Even Google has ethical problems to deal with. The company is now embroiled in a very public struggle to decide what kind of business it gets involved in. Over three thousand of its employees have signed an open letter calling on the company to cancel Project Maven, an ‘AI surveillance engine that uses “wide area motion imagery” data captured by US government drones to detect vehicles and other objects, track their motions and provide results to the Department of Defense.’
Remember that this is the company that has the motto ‘Don’t be evil’ in its corporate code of conduct. Those who have signed the letter believe that Google should not be in the business of war. They want to see the company issue a clear policy statement stating that it nor its contractors will ever get involved in such business.
Senior staff within the company claim that the technology is not designed to be used directly in killing people and that its development will prove useful in other applications. The juxtaposition of drones and the Department of Defense in the same sentence would make me doubt this.
It is an interesting standoff.
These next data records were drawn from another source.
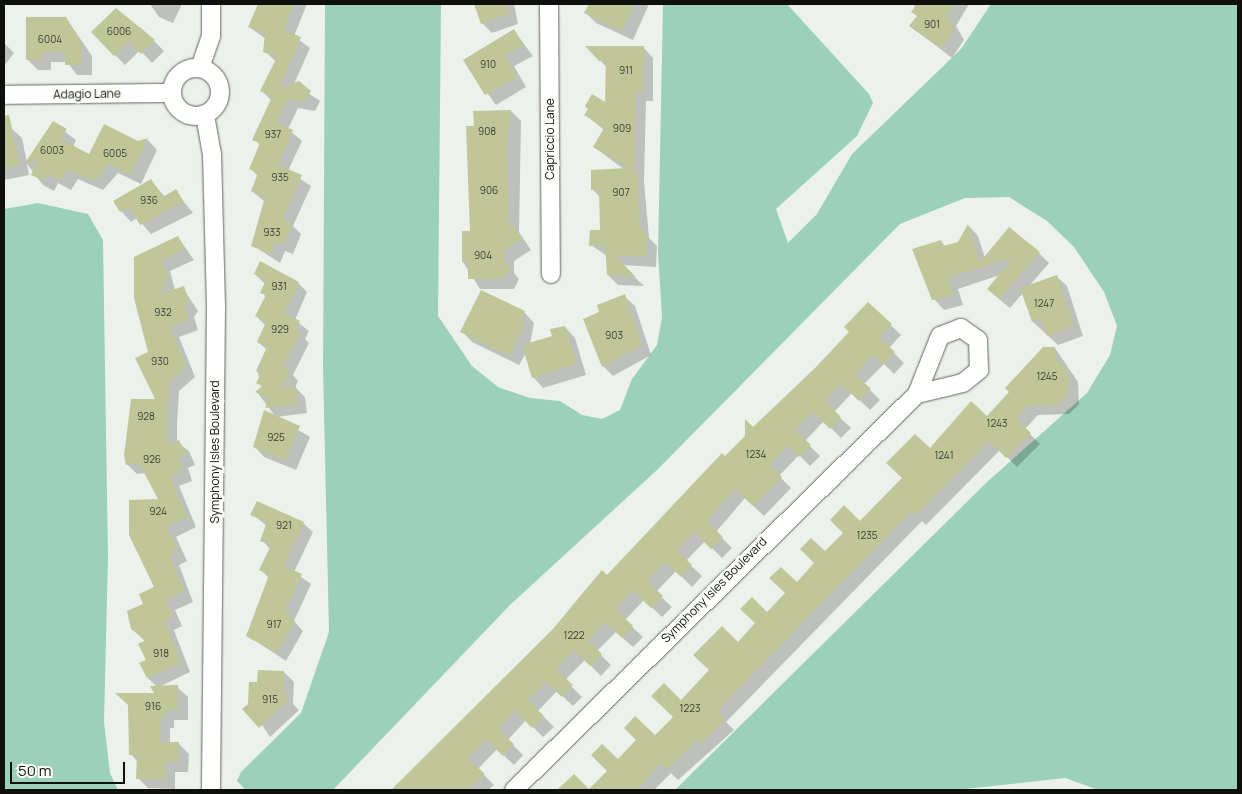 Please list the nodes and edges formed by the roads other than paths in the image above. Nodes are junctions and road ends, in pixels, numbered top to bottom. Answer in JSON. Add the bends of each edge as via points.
{"nodes":[{"id":1,"x":211,"y":4,"type":"edge"},
{"id":2,"x":549,"y":4,"type":"edge"},
{"id":3,"x":200,"y":68,"type":"junction"},
{"id":4,"x":171,"y":93,"type":"junction"},
{"id":5,"x":4,"y":95,"type":"edge"},
{"id":6,"x":205,"y":115,"type":"junction"},
{"id":7,"x":551,"y":274,"type":"dead end"},
{"id":8,"x":917,"y":394,"type":"dead end"},
{"id":9,"x":211,"y":790,"type":"edge"},
{"id":10,"x":514,"y":790,"type":"edge"}],
"edges":[{"from":1,"to":3,"type":"street","via":[[210,36]]},
{"from":2,"to":7,"type":"street","name":"Capriccio Lane"},
{"from":3,"to":4,"type":"street","via":[[178,76]]},
{"from":3,"to":6,"type":"street","via":[[214,76],[220,91],[216,106]]},
{"from":4,"to":5,"type":"street","name":"Adagio Lane"},
{"from":4,"to":6,"type":"street","via":[[184,114]]},
{"from":6,"to":9,"type":"street","name":"Symphony Isles Boulevard","via":[[212,154],[216,307]]},
{"from":8,"to":10,"type":"street","name":"Symphony Isles Boulevard"}]} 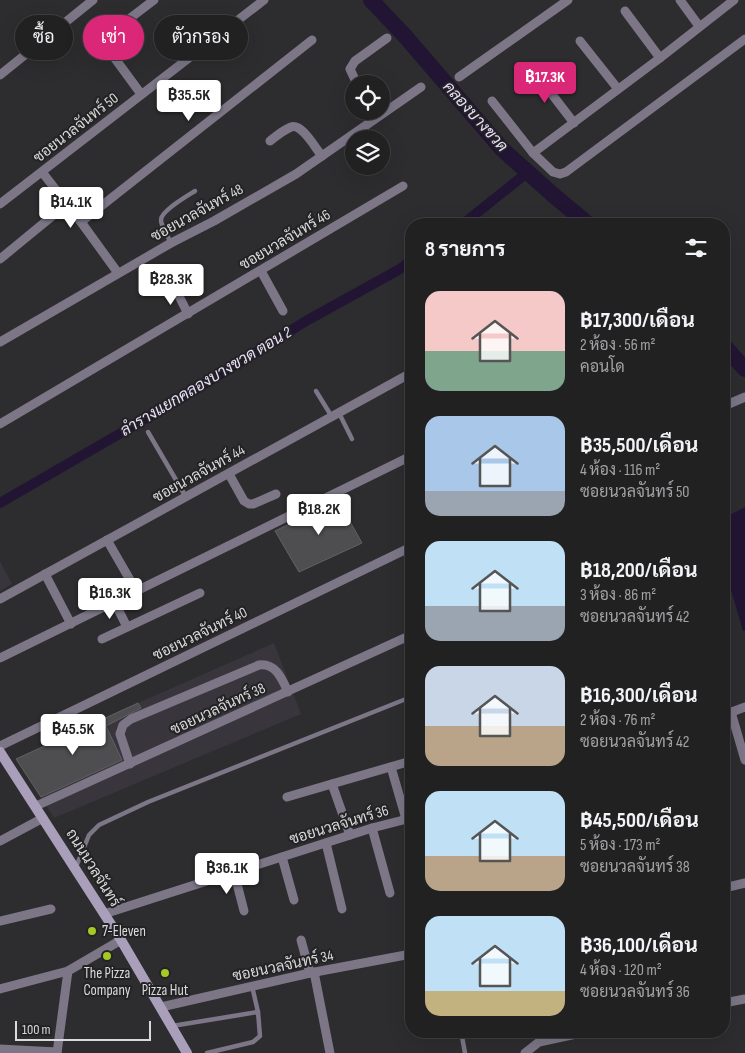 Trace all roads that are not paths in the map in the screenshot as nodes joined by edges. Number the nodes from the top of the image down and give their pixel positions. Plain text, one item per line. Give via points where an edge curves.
1 (93, 0) edge
2 (154, 0) edge
3 (264, 0) edge
4 (568, 0) edge
5 (680, 0) edge
6 (734, 0) edge
7 (625, 11) dead end
8 (699, 26) junction
9 (387, 38) dead end
10 (745, 39) edge
11 (312, 40) dead end
12 (580, 41) dead end
13 (660, 58) junction
14 (534, 71) dead end
15 (0, 75) edge
16 (353, 75) edge
17 (459, 77) dead end
18 (421, 87) dead end
19 (618, 89) junction
20 (141, 94) junction
21 (492, 101) dead end
22 (390, 106) edge
23 (368, 120) edge
24 (574, 123) junction
25 (270, 141) dead end
26 (533, 153) junction
27 (322, 156) junction
28 (42, 172) junction
29 (403, 186) dead end
30 (195, 191) dead end
31 (0, 204) edge
32 (67, 204) junction
33 (81, 222) junction
34 (171, 242) junction
35 (0, 258) edge
36 (261, 271) junction
37 (118, 274) junction
38 (175, 288) dead end
39 (283, 311) dead end
40 (188, 314) junction
41 (0, 342) edge
42 (405, 376) edge
43 (316, 391) dead end
44 (745, 396) edge
45 (730, 403) edge
46 (335, 415) junction
47 (0, 424) edge
48 (148, 432) dead end
49 (352, 438) dead end
50 (405, 459) edge
51 (228, 474) junction
52 (276, 494) dead end
53 (186, 496) junction
54 (107, 540) junction
55 (405, 550) edge
56 (45, 574) junction
57 (137, 592) junction
58 (200, 592) dead end
59 (0, 599) edge
60 (115, 603) junction
61 (70, 624) junction
62 (127, 627) junction
63 (405, 638) edge
64 (102, 639) dead end
65 (0, 658) edge
66 (288, 692) junction
67 (405, 700) edge
68 (745, 707) edge
69 (730, 712) edge
70 (730, 719) edge
71 (0, 746) edge
72 (0, 752) edge
73 (745, 760) edge
74 (130, 764) junction
75 (405, 764) edge
76 (391, 767) junction
77 (332, 784) junction
78 (287, 797) dead end
79 (36, 806) junction
80 (405, 807) edge
81 (43, 818) junction
82 (405, 819) edge
83 (372, 828) junction
84 (350, 835) junction
85 (0, 841) edge
86 (326, 843) junction
87 (282, 857) junction
88 (75, 868) junction
89 (234, 872) junction
90 (745, 883) edge
91 (730, 887) edge
92 (390, 894) dead end
93 (294, 900) dead end
94 (51, 909) dead end
95 (342, 909) dead end
96 (244, 911) dead end
97 (104, 914) junction
98 (0, 921) edge
99 (121, 940) junction
100 (301, 940) dead end
101 (405, 955) edge
102 (68, 971) junction
103 (312, 973) junction
104 (252, 986) junction
105 (0, 989) edge
106 (745, 999) edge
107 (730, 1002) edge
108 (161, 1006) junction
109 (258, 1012) junction
110 (172, 1026) junction
111 (462, 1038) edge
112 (557, 1038) edge
113 (0, 1049) edge
114 (57, 1053) edge
115 (187, 1053) edge
116 (207, 1053) edge
117 (330, 1053) edge
118 (465, 1053) edge
119 (525, 1053) edge

1 - 15 street
2 - 20 street via 106,40 108,49
3 - 20 street, ซอยนวลจันทร์ 50
4 - 17 street
5 - 8 street
6 - 8 street
7 - 13 street
8 - 13 street
9 - 16 street via 355,62 350,69
10 - 26 street via 566,172 553,172
11 - 33 street
12 - 19 street
13 - 19 street
14 - 24 street
18 - 22 street, ซอยนวลจันทร์ 48
19 - 24 street
20 - 28 street, ซอยนวลจันทร์ 50
21 - 26 street
23 - 27 street, ซอยนวลจันทร์ 48
24 - 26 street
25 - 27 street via 295,126 301,128
27 - 34 street, ซอยนวลจันทร์ 48 via 214,221
28 - 31 street, ซอยนวลจันทร์ 50
28 - 32 street
29 - 36 street, ซอยนวลจันทร์ 46
30 - 34 lane via 161,217
32 - 33 street
32 - 35 street
33 - 37 street
34 - 37 street, ซอยนวลจันทร์ 48
36 - 39 street
36 - 40 street, ซอยนวลจันทร์ 46
37 - 41 street, ซอยนวลจันทร์ 48
38 - 40 street
40 - 47 street, ซอยนวลจันทร์ 46
42 - 46 street, ซอยนวลจันทร์ 44
43 - 46 lane
44 - 45 street
46 - 49 lane
46 - 51 street, ซอยนวลจันทร์ 44
48 - 53 lane
50 - 57 street
51 - 52 street via 249,504
51 - 53 street, ซอยนวลจันทร์ 44
53 - 54 street, ซอยนวลจันทร์ 44
54 - 56 street, ซอยนวลจันทร์ 44
54 - 57 street
55 - 71 street, ซอยนวลจันทร์ 40
56 - 59 street, ซอยนวลจันทร์ 44
56 - 61 street
57 - 60 street
58 - 62 street
60 - 61 street
60 - 62 street
61 - 65 street
62 - 64 street
63 - 66 street, ซอยนวลจันทร์ 38
66 - 74 street, ซอยนวลจันทร์ 38
66 - 74 street via 274,668 268,664 259,665 131,719 123,725 120,734
67 - 88 lane via 148,802 99,825 89,835
68 - 69 street
70 - 73 street
72 - 79 main road, ถนนนวลจันทร์
74 - 79 street, ซอยนวลจันทร์ 38
75 - 76 street
76 - 77 street
76 - 80 street
77 - 78 street
77 - 84 street
79 - 81 main road, ถนนนวลจันทร์
81 - 85 street
81 - 88 main road, ถนนนวลจันทร์
82 - 83 street, ซอยนวลจันทร์ 36
83 - 84 street, ซอยนวลจันทร์ 36
83 - 92 street
84 - 86 street, ซอยนวลจันทร์ 36
86 - 87 street, ซอยนวลจันทร์ 36
86 - 95 street
87 - 89 street, ซอยนวลจันทร์ 36
87 - 93 street
88 - 97 main road, ถนนนวลจันทร์
89 - 96 street
89 - 97 street, ซอยนวลจันทร์ 36
90 - 91 street
94 - 98 street
97 - 99 main road, ถนนนวลจันทร์
99 - 102 street
99 - 108 main road, ถนนนวลจันทร์
100 - 103 street
101 - 103 street, ซอยนวลจันทร์ 34
102 - 105 street
102 - 114 street
103 - 104 street, ซอยนวลจันทร์ 34
103 - 117 street
104 - 108 street, ซอยนวลจันทร์ 34
104 - 109 lane
106 - 107 street
108 - 110 main road, ถนนนวลจันทร์
109 - 110 lane
109 - 116 lane via 261,1032 258,1039
110 - 115 main road, ถนนนวลจันทร์
111 - 118 lane
112 - 119 street via 538,1042
113 - 114 street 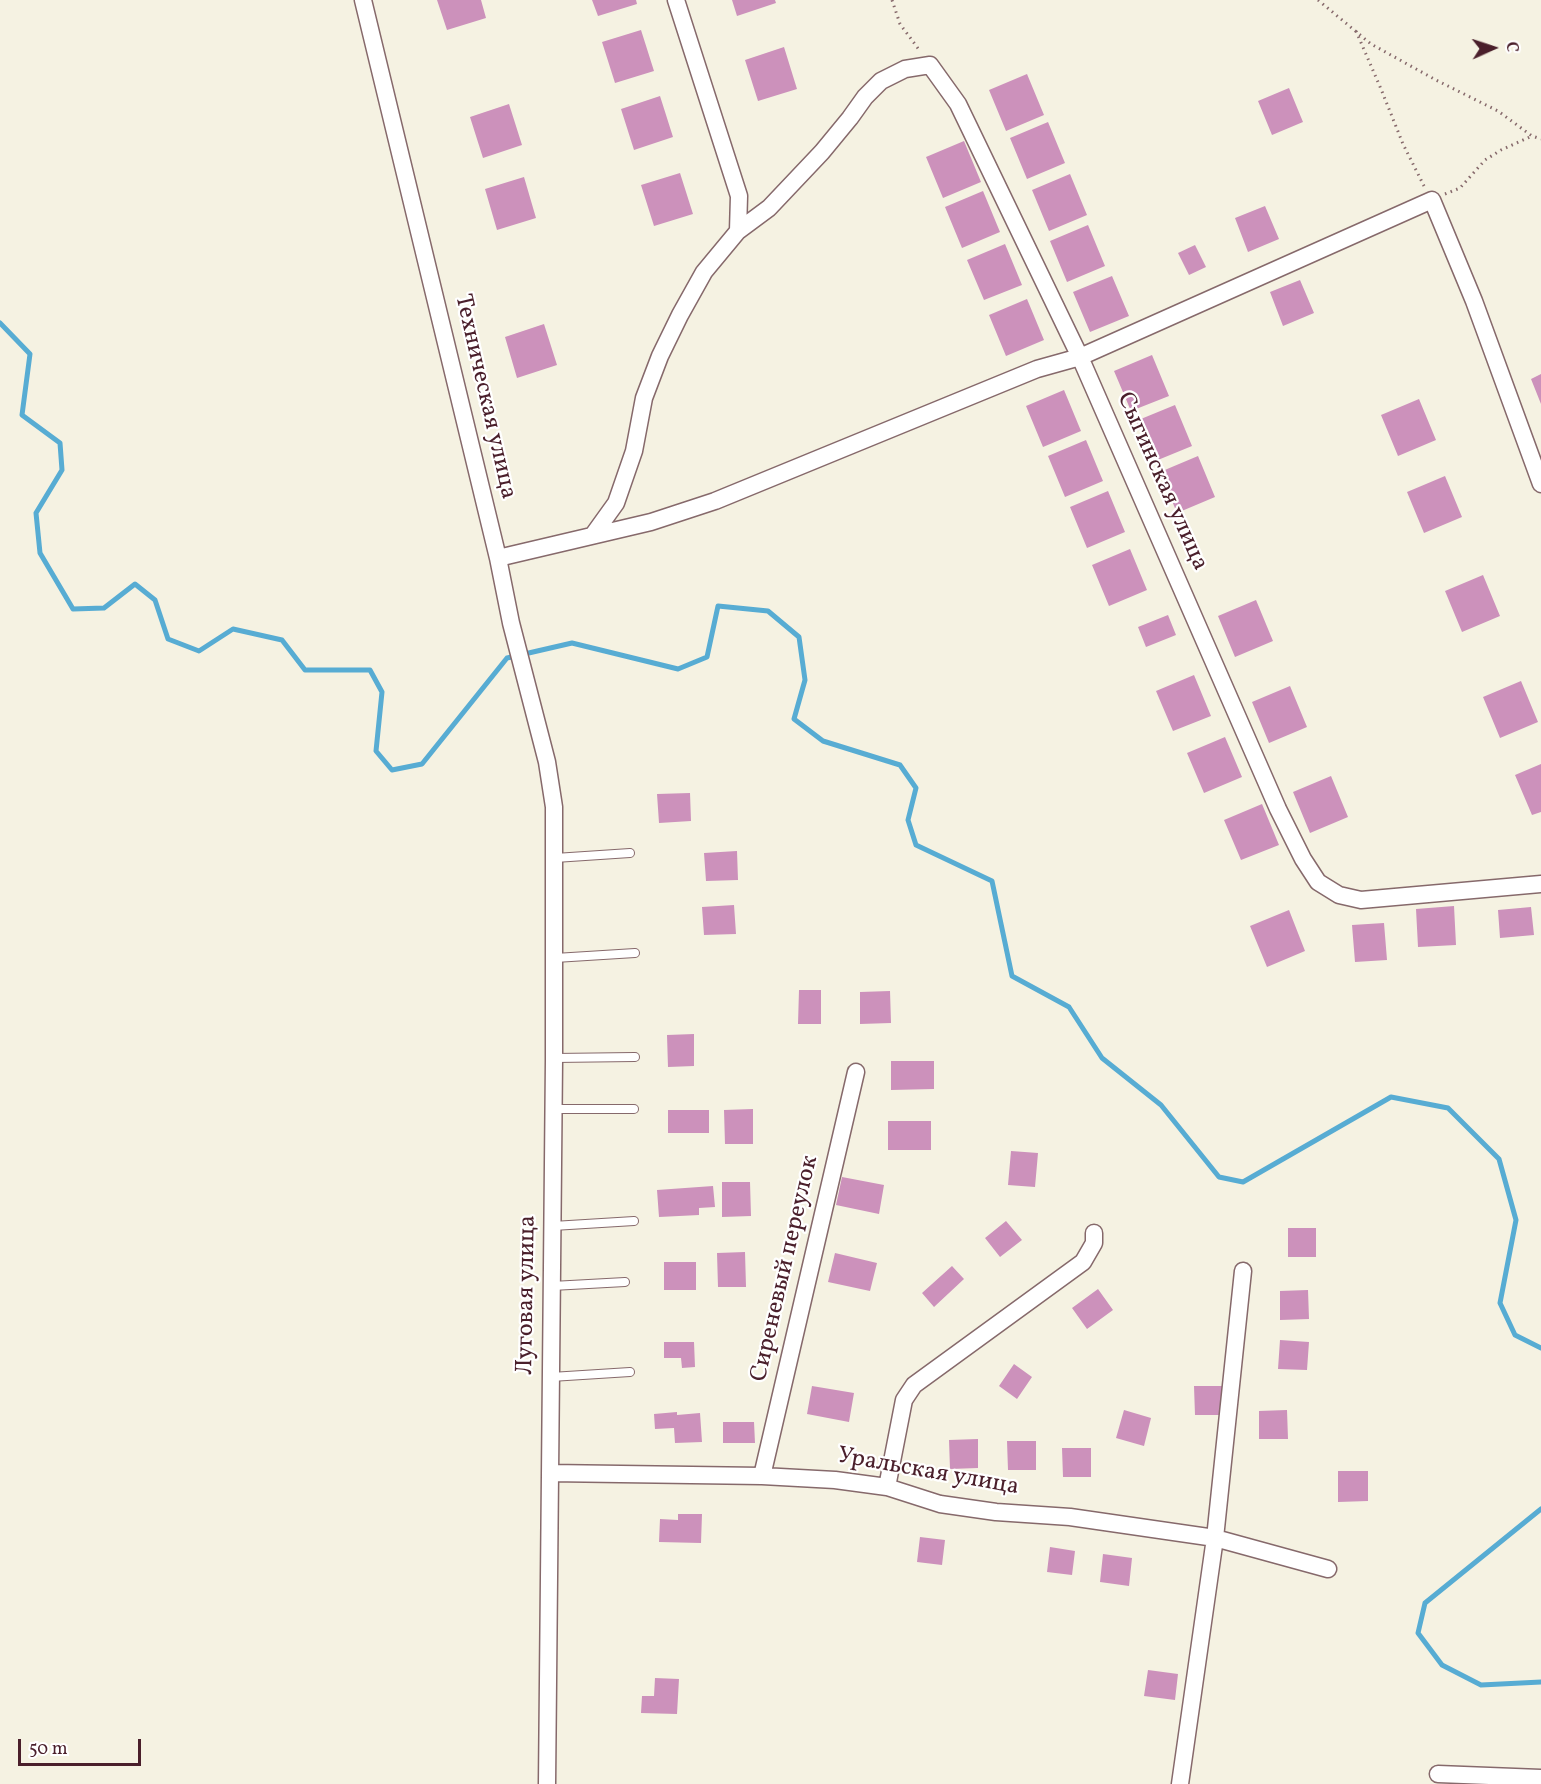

The question is can we ever be so black and white about such ethical questions? Can we completely avoid industries that may have an involvement in the defence (or aggression) industry? The military needs to eat and clothe itself. It needs to move about and communicate. Is there any industry that is not tainted by the possibility of being used by the military.
Of course it will be pointed out that there is a big difference in something you have designed being used for war and something that was designed specifically for war, but it is a difficult line to draw.
I am firmly behind the employees of Google who have signed the letter yet when I look back to the turmoil in Europe early in the twentieth century I would hope, if such things happened again, that the talents of Google et al were on our side.
Taking an ethical stance is not easy yet the actions of the Google employees at least raise the question and get us to think about some of the issues.